IOW it's a very large part of the future, for sure; but not the only future.
 
Spotify is great for searching or finding new but quality wise for serious listening I find it disappointing still.
It's fine for background / low vol level listening but detail and a little sparkle is missing. Perhaps that is the USB to optical converter I am using but I suspect not as I have the same issue with any MP3 format.

I've also got some reservation with the sound of Spotify.
Even the highest quality 320k stream is often well short of CD, where if it was literally a 320k lossy version of the CD the difference should be very fine. I suspect the source files aren't always great, and if that's the case it doesn't really matter what bitrate they use to stream them.

That brings us right back to the points made by Martin and Tony regarding the quality of product offered via these new platforms.
 
So it boils down to this

http://www.avihifi.co.uk/adm9.html

up against a pair of these



or if you you have money to burn these
http://www.cessaro-horn-acoustics.com/index.php?id=23

Hmm let me see now...

I had no idea the 2nd coming of Christ (avihifi) was so small until I googled them:D
Lets give the shill another go shall we? They might be fine for AV and would probably be better than what I have for accompanying the TV (I mostly watch Motorsport these days) but AV listening is not my passion, accurate and vivid music reproduction is.

This thread is not about source formats its about playback and how 'small' radiating speakers struggle and how horns (I include Tannoys in that as the HF is a horn or wave guide in some cases and backloaded bass horns in others), excel - hence many gravitating towards horns having found other solutions wanting.

Tell you what. Lets have a bake off.
Lets have some AVI adm9's or whatever's best down to my pad. Set them up in the lounge, listen for an hour, then we'll pop into my music room and hear me 5 way horns for an hour then we'll decide. I have an open mind as I am only genuinely interested in what will give me most pleasure from my music reproduction... As I am sure are the other serious Audiosmilers.

Dev / Bottleneck / some others are local enough.

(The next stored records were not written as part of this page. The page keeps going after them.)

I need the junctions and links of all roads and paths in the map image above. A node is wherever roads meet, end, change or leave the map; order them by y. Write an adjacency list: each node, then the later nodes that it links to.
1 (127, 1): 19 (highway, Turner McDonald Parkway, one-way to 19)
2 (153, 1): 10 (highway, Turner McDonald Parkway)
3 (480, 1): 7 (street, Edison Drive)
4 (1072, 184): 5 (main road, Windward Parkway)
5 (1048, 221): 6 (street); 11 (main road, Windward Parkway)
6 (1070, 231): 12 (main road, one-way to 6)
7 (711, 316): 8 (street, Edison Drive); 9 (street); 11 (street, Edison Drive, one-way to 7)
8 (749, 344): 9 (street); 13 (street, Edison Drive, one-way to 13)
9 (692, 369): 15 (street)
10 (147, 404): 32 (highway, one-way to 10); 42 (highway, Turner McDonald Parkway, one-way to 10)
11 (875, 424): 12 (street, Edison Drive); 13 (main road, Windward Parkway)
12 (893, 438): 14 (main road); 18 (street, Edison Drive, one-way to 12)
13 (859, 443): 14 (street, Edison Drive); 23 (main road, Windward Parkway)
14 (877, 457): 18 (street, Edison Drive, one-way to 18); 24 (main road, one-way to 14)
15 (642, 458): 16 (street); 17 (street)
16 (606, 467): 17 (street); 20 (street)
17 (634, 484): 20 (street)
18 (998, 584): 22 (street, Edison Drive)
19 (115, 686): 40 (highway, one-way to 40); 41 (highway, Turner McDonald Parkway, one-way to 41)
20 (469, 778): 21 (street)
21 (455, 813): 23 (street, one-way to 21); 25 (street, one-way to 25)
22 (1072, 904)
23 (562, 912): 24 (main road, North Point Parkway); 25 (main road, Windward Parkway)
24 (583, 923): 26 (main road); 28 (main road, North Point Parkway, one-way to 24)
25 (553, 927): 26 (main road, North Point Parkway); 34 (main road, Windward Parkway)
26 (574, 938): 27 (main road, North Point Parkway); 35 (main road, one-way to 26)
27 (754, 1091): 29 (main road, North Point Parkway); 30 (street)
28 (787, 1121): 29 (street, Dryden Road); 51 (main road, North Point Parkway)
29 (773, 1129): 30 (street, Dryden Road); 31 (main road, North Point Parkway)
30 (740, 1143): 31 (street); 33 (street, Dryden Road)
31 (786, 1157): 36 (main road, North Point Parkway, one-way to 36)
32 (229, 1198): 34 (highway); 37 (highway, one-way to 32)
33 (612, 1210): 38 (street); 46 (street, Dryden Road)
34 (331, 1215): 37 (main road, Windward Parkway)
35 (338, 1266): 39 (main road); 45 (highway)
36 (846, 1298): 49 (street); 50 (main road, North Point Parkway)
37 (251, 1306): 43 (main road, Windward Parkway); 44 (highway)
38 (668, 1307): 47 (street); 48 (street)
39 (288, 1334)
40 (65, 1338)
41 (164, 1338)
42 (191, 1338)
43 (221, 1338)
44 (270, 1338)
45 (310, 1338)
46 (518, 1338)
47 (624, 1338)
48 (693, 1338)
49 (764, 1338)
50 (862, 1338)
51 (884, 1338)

Joe you'd be very welcome over:)
All we then need is a pair of AVI's anyone?

You never know - I might be tempted to get a pair of AVI's / sub so I can hear F1 engines better than my crappy Denon, Tannoy/phillips/Yamaha current AVI setup.

Steve.

JC, remember, I've heard them! They are a nice little speaker, they sound like a nice little speaker, and they sounded like a nice little speaker with a sub when the sub was turned on. There is just no escaping using the word 'little' I'm afraid, but I'd have no hesitation in recommending them to anyone looking for such a thing. I rather liked them.

Tony.

PS no iPod exists which would hold my music collection even in crappy 128kbs format.
 
Tony L said:
Find me a 30 year old hard drive that still holds it's data and is of a non-obsolete interface! I know all my CDs still work! CDs are trusted and reliable technology.


This is a false premise. Computer systems use backup, and redundancy, to make disc failure of no consequence at all. If your computer doesn't have this technology then you're doing it wrong. It's available off the shelf at low cost.

The whole world's data storage runs on computer storage systems and is very resilient.
Far more so than decidedly unreliable CDPs.



Tony L said:
According to the BPI downloads only amount to around 17.5% of the market, so CD is very far from dead!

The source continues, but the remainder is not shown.